Each line of data below is to be returned exactly, leaving out any picture.

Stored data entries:
.....

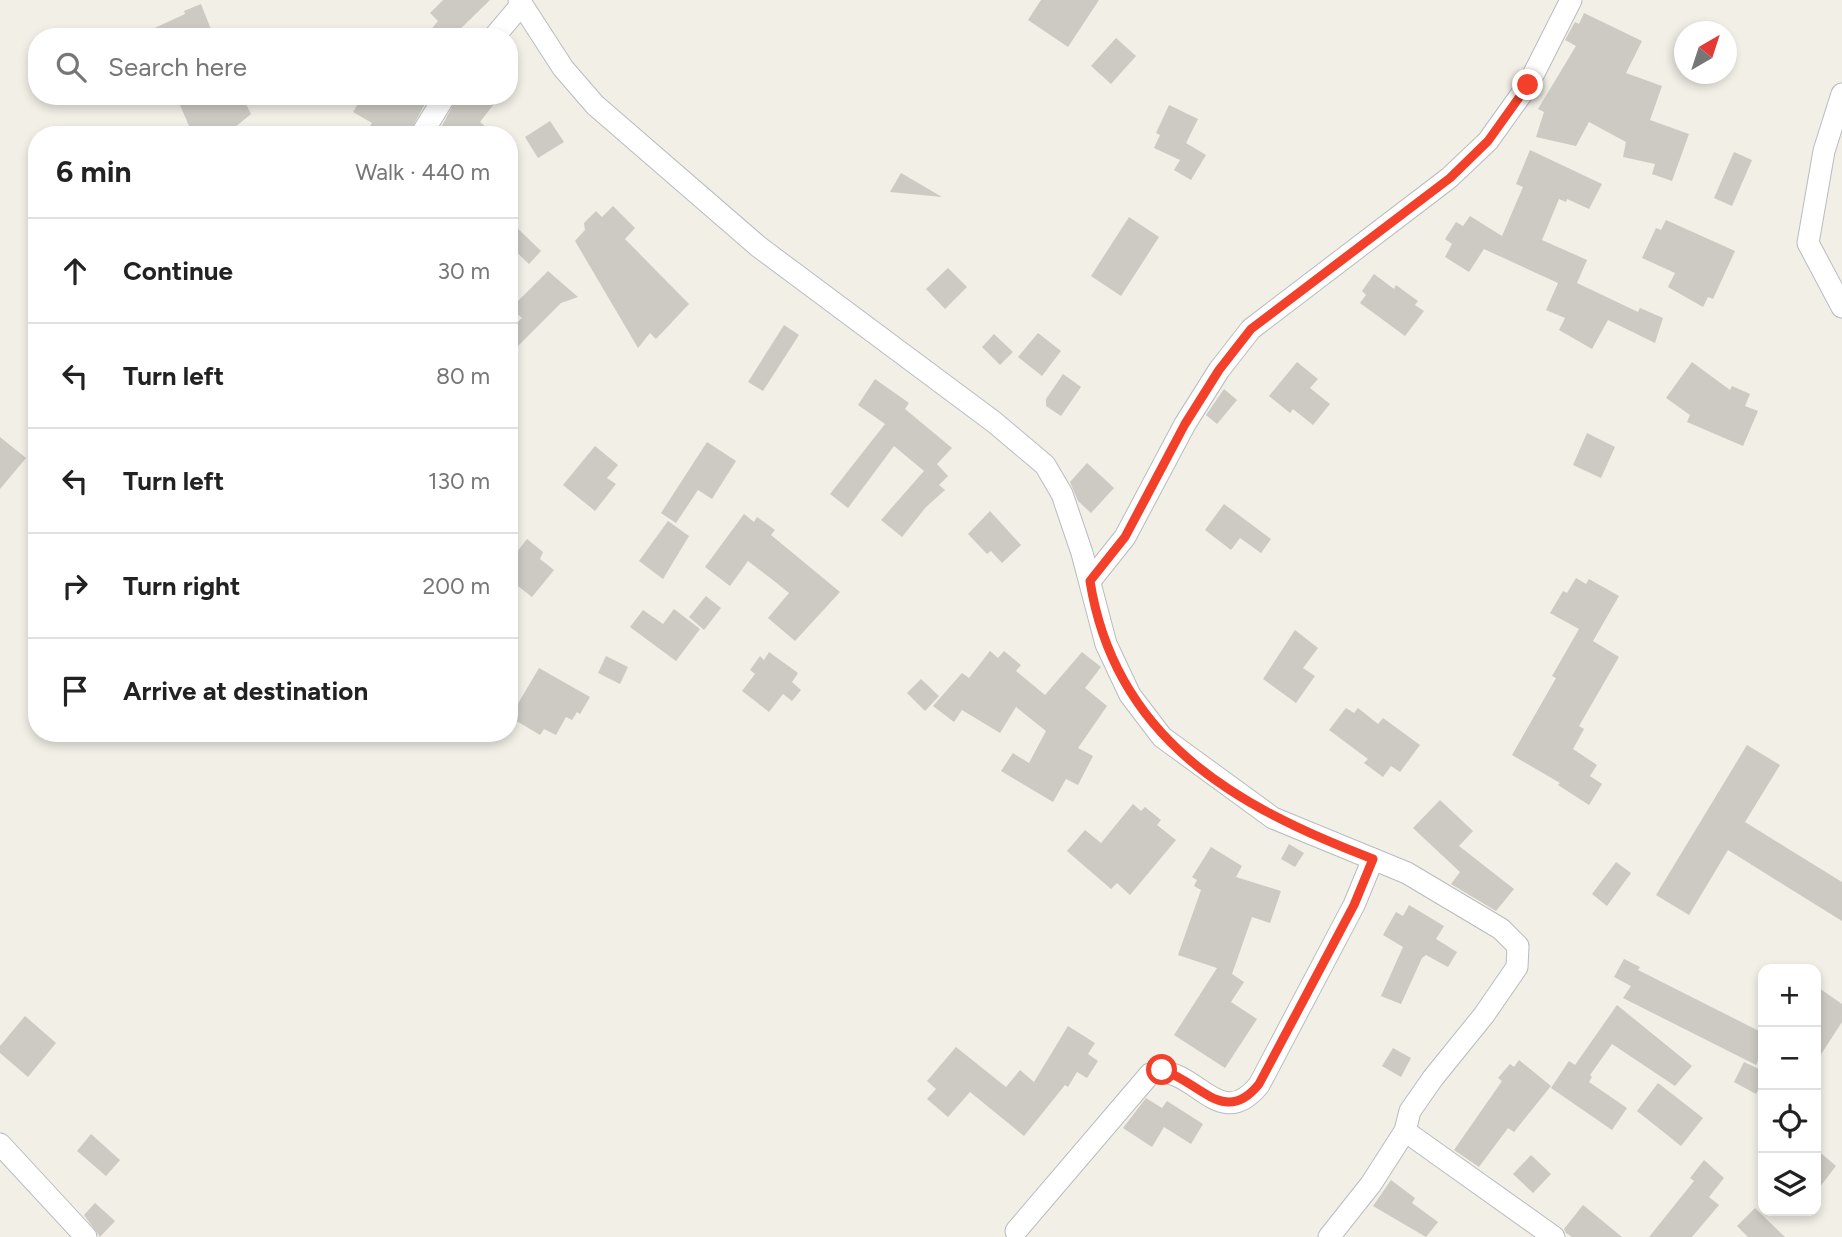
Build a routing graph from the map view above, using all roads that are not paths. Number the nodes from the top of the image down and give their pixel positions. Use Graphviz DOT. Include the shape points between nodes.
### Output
graph roads {
  1 [pos="1571,0"];
  2 [pos="520,3"];
  3 [pos="501,28"];
  4 [pos="1842,94"];
  5 [pos="440,105"];
  6 [pos="427,126"];
  7 [pos="1842,307"];
  8 [pos="1090,581"];
  9 [pos="1373,859"];
  10 [pos="1405,1131"];
  11 [pos="0,1144"];
  12 [pos="1016,1231"];
  13 [pos="86,1237"];
  14 [pos="1329,1237"];
  15 [pos="1554,1237"];
  1 -- 8 [label="street" via="1528,85 1488,141 1450,178 1251,329 1185,424 1125,537"];
  2 -- 3 [label="street"];
  2 -- 8 [label="street" via="563,68 595,105 759,247 994,422 1045,466 1062,494"];
  4 -- 7 [label="street" via="1824,151 1808,243"];
  5 -- 6 [label="street"];
  8 -- 9 [label="street" via="1106,644 1130,695 1163,737 1273,817"];
  9 -- 10 [label="street" via="1407,873 1501,929 1518,946 1520,956 1497,997 1410,1111"];
  9 -- 12 [label="street" via="1354,905 1250,1096 1222,1103 1178,1075 1162,1070 1150,1074"];
  10 -- 14 [label="street"];
  10 -- 15 [label="street"];
  11 -- 13 [label="street"];
}
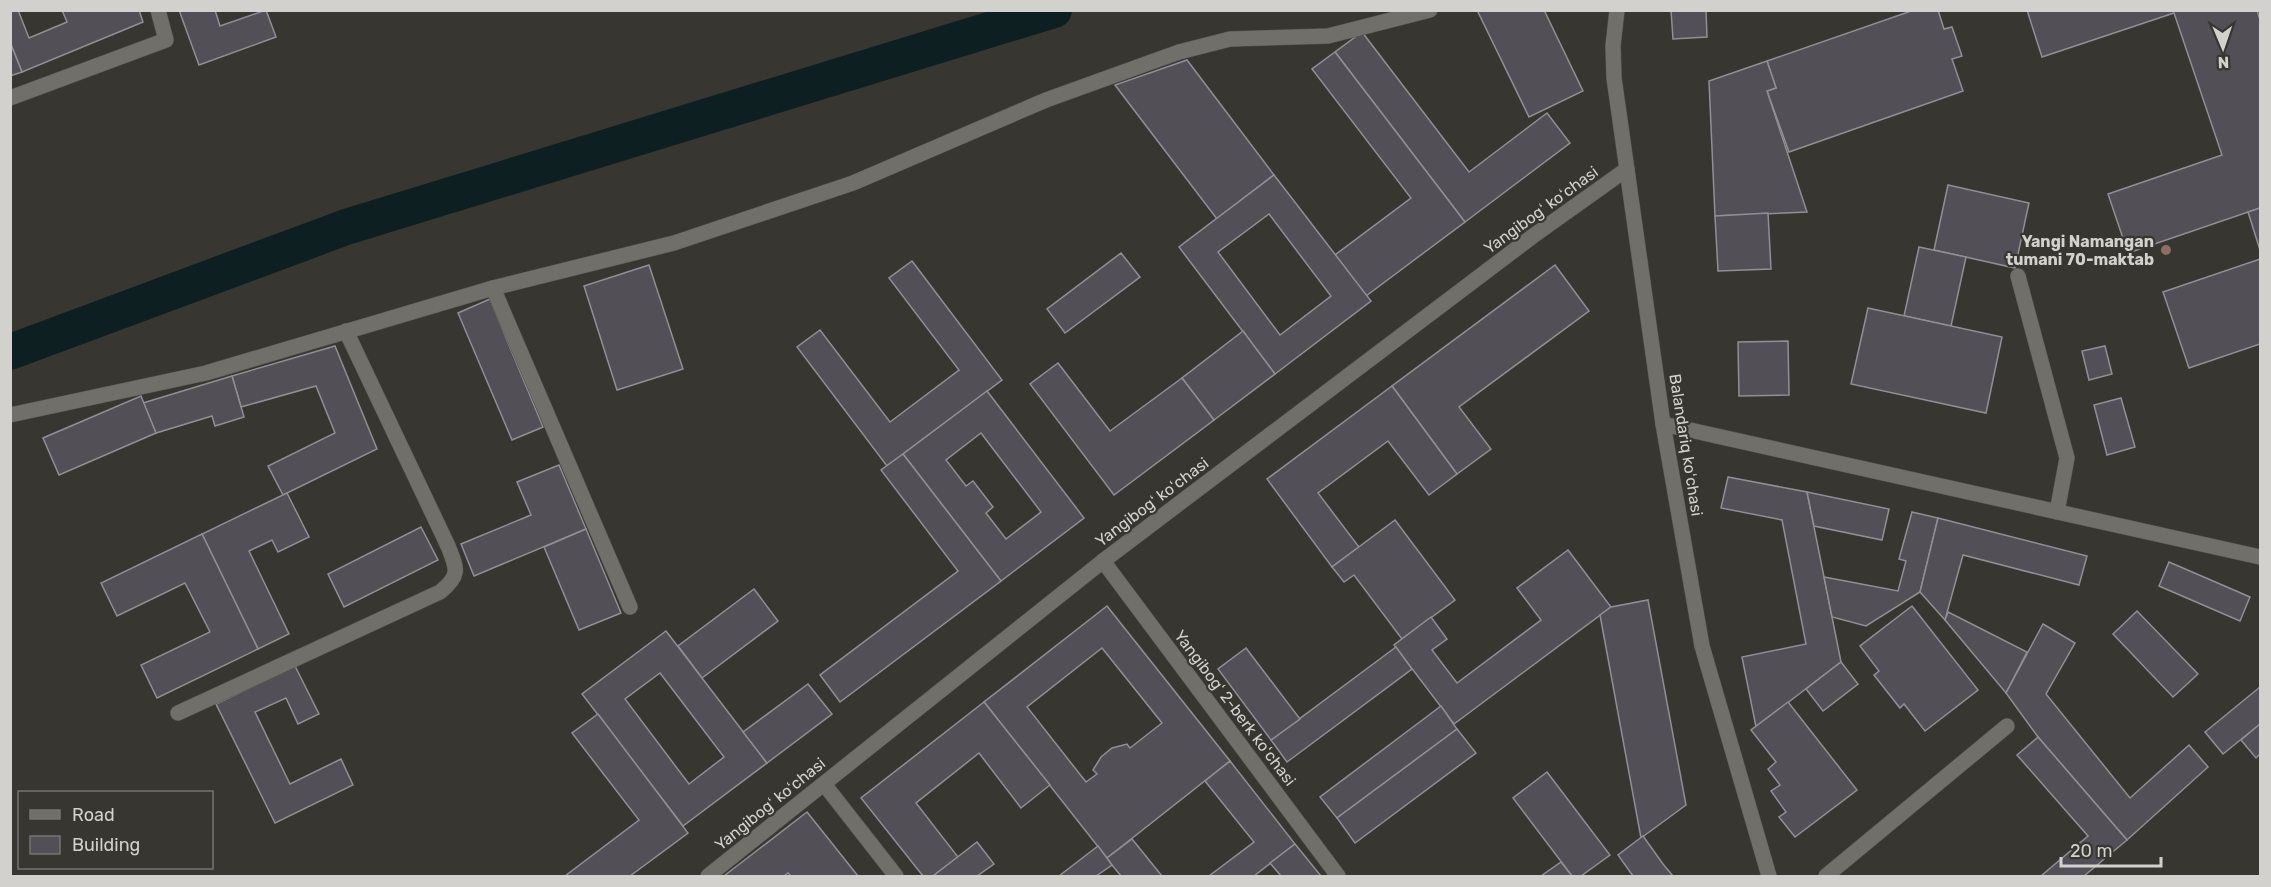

.....

→ **ANSWER FOR THIS EXERCISE**:
Build a routing graph from the map view above, using all roads that are not paths. Number the nodes from the top of the image down and give their pixel positions. Use Graphviz DOT. Include the shape points between nodes.
### Output
graph roads {
  1 [pos="1571,0"];
  2 [pos="520,3"];
  3 [pos="501,28"];
  4 [pos="1842,94"];
  5 [pos="440,105"];
  6 [pos="427,126"];
  7 [pos="1842,307"];
  8 [pos="1090,581"];
  9 [pos="1373,859"];
  10 [pos="1405,1131"];
  11 [pos="0,1144"];
  12 [pos="1016,1231"];
  13 [pos="86,1237"];
  14 [pos="1329,1237"];
  15 [pos="1554,1237"];
  1 -- 8 [label="street" via="1528,85 1488,141 1450,178 1251,329 1185,424 1125,537"];
  2 -- 3 [label="street"];
  2 -- 8 [label="street" via="563,68 595,105 759,247 994,422 1045,466 1062,494"];
  4 -- 7 [label="street" via="1824,151 1808,243"];
  5 -- 6 [label="street"];
  8 -- 9 [label="street" via="1106,644 1130,695 1163,737 1273,817"];
  9 -- 10 [label="street" via="1407,873 1501,929 1518,946 1520,956 1497,997 1410,1111"];
  9 -- 12 [label="street" via="1354,905 1250,1096 1222,1103 1178,1075 1162,1070 1150,1074"];
  10 -- 14 [label="street"];
  10 -- 15 [label="street"];
  11 -- 13 [label="street"];
}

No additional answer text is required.